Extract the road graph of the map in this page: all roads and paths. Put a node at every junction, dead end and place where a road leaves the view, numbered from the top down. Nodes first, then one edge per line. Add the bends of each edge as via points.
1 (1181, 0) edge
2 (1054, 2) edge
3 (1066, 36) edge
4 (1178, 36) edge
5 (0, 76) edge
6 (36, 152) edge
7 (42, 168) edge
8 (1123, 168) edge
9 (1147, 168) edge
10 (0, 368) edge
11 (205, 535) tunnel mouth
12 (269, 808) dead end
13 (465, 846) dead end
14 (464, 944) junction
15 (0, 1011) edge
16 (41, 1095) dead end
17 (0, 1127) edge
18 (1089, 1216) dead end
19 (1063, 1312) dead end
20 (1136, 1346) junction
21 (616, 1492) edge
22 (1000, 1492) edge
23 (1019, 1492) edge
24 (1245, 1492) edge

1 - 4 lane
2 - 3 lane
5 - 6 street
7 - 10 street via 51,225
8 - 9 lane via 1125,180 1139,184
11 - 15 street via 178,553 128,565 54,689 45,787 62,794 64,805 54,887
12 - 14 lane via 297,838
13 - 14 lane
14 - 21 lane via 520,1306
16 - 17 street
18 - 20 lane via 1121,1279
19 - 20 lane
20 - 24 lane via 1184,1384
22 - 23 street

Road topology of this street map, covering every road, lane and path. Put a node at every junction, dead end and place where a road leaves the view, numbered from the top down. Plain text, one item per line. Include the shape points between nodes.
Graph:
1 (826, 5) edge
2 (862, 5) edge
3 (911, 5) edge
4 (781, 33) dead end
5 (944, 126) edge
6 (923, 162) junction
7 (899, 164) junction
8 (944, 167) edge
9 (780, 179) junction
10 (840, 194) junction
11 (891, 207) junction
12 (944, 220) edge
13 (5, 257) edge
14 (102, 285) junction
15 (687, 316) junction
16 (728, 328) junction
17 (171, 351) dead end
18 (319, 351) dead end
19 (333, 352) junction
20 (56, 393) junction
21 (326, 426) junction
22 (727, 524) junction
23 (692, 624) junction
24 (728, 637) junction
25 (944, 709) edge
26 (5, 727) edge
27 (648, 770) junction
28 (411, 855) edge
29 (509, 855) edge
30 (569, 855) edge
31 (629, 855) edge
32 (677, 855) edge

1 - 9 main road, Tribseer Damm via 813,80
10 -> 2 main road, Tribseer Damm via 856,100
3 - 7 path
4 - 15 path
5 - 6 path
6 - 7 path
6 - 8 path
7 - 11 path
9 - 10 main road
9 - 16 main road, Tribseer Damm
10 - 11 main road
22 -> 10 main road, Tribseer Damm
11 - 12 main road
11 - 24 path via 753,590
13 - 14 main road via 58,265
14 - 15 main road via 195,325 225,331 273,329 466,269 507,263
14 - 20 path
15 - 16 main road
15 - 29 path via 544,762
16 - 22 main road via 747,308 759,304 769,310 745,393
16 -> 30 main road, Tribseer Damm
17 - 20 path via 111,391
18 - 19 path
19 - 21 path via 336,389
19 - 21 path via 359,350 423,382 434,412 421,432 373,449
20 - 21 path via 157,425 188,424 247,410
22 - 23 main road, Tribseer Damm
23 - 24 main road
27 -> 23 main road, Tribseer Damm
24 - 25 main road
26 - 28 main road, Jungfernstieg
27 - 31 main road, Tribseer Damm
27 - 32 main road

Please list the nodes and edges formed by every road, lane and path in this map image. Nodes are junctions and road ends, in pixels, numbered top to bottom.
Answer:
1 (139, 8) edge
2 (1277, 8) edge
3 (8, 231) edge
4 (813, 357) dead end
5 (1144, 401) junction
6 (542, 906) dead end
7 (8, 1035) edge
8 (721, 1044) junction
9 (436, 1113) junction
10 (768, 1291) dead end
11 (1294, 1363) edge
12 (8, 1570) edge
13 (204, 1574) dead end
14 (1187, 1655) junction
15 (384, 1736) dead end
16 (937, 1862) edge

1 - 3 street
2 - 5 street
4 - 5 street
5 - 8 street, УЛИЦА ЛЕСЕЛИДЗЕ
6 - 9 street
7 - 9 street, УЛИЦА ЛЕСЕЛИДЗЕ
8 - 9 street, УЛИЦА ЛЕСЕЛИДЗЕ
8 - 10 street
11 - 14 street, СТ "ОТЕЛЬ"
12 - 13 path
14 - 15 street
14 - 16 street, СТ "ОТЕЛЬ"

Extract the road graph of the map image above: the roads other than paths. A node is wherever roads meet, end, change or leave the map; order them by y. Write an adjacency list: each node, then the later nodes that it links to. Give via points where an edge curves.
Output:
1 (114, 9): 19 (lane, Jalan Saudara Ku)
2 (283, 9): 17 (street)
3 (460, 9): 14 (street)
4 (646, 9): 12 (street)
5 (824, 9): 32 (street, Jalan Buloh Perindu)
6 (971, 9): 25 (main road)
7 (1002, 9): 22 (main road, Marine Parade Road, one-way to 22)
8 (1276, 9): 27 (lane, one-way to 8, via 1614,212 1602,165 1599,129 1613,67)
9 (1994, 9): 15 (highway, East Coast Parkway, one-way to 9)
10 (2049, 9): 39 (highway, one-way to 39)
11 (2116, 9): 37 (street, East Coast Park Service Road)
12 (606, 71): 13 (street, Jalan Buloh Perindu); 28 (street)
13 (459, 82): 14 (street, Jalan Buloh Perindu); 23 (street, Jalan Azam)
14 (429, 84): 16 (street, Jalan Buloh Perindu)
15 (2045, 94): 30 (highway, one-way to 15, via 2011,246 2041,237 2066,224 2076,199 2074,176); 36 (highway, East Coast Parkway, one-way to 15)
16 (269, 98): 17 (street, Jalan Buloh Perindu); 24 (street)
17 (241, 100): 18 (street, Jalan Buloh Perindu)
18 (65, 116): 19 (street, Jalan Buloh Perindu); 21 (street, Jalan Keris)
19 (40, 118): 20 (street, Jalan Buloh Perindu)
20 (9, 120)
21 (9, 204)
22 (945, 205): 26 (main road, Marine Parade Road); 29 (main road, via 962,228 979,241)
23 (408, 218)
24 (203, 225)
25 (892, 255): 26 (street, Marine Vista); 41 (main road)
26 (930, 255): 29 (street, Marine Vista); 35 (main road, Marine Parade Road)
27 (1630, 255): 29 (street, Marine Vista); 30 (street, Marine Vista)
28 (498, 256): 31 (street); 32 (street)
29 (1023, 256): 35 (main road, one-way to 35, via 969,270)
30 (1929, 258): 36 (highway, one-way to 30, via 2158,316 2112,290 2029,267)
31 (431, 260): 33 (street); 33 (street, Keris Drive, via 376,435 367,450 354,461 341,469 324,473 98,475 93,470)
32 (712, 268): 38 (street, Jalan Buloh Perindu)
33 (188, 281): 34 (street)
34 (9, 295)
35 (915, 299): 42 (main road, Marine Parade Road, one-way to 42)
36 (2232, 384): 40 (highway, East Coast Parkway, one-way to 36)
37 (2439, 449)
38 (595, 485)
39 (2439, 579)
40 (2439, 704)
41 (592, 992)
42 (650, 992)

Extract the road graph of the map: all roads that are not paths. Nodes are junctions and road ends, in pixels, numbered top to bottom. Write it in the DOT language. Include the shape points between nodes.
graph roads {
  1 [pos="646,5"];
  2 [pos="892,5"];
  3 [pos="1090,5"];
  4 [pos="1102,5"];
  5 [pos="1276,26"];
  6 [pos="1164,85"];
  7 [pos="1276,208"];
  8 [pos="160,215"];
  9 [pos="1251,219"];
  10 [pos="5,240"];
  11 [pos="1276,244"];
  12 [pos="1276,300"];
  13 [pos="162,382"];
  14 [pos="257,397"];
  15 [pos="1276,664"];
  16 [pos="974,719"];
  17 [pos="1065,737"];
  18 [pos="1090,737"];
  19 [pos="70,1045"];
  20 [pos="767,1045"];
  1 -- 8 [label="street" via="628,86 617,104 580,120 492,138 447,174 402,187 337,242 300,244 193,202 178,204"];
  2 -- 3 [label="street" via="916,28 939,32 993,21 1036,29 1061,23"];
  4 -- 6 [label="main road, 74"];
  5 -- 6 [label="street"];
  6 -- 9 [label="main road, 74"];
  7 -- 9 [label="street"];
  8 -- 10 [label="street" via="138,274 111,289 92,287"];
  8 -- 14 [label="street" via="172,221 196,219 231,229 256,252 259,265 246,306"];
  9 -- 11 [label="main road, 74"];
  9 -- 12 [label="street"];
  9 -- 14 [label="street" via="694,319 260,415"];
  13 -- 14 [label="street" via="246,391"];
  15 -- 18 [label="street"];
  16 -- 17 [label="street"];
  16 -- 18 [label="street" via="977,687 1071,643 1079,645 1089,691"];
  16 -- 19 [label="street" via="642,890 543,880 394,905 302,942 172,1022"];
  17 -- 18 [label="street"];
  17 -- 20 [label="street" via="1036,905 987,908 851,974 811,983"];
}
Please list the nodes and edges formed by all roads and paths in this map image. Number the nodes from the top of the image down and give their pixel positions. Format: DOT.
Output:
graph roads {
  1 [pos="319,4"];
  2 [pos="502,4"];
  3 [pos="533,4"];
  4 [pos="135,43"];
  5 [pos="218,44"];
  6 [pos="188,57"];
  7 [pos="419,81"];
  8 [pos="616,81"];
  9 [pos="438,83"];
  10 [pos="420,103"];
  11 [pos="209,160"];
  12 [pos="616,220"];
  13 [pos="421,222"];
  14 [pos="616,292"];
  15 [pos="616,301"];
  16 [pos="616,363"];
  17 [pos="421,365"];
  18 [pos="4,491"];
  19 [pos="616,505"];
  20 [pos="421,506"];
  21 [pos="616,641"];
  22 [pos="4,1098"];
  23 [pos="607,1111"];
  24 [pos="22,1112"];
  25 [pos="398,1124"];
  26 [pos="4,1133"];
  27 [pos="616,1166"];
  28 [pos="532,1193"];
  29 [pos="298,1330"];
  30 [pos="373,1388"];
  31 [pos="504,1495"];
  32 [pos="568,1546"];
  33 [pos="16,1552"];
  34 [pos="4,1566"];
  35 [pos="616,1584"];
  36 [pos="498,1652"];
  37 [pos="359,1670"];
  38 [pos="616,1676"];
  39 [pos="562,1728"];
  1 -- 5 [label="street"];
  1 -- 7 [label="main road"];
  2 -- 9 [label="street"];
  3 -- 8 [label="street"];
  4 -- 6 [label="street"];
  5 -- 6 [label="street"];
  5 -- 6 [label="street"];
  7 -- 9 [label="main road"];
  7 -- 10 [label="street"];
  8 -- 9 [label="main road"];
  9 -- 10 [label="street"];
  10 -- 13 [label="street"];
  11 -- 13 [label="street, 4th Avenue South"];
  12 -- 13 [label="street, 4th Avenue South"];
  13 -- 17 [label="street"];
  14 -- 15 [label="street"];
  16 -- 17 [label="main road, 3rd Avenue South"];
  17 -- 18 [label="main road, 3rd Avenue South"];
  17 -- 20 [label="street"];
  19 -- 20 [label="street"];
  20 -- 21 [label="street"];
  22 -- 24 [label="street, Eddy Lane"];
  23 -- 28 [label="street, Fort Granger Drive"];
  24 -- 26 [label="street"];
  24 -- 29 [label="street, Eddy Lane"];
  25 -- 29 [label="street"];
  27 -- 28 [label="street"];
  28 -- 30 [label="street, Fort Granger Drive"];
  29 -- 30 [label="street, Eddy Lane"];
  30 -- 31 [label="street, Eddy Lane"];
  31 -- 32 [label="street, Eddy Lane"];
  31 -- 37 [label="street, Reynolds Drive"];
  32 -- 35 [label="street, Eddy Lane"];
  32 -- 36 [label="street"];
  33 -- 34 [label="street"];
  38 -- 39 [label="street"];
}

### Aim of the exercise
Your answer should be only the number of lines in the entries above that hold the string "ЛЕСЕЛИДЗЕ".

### Task solution
3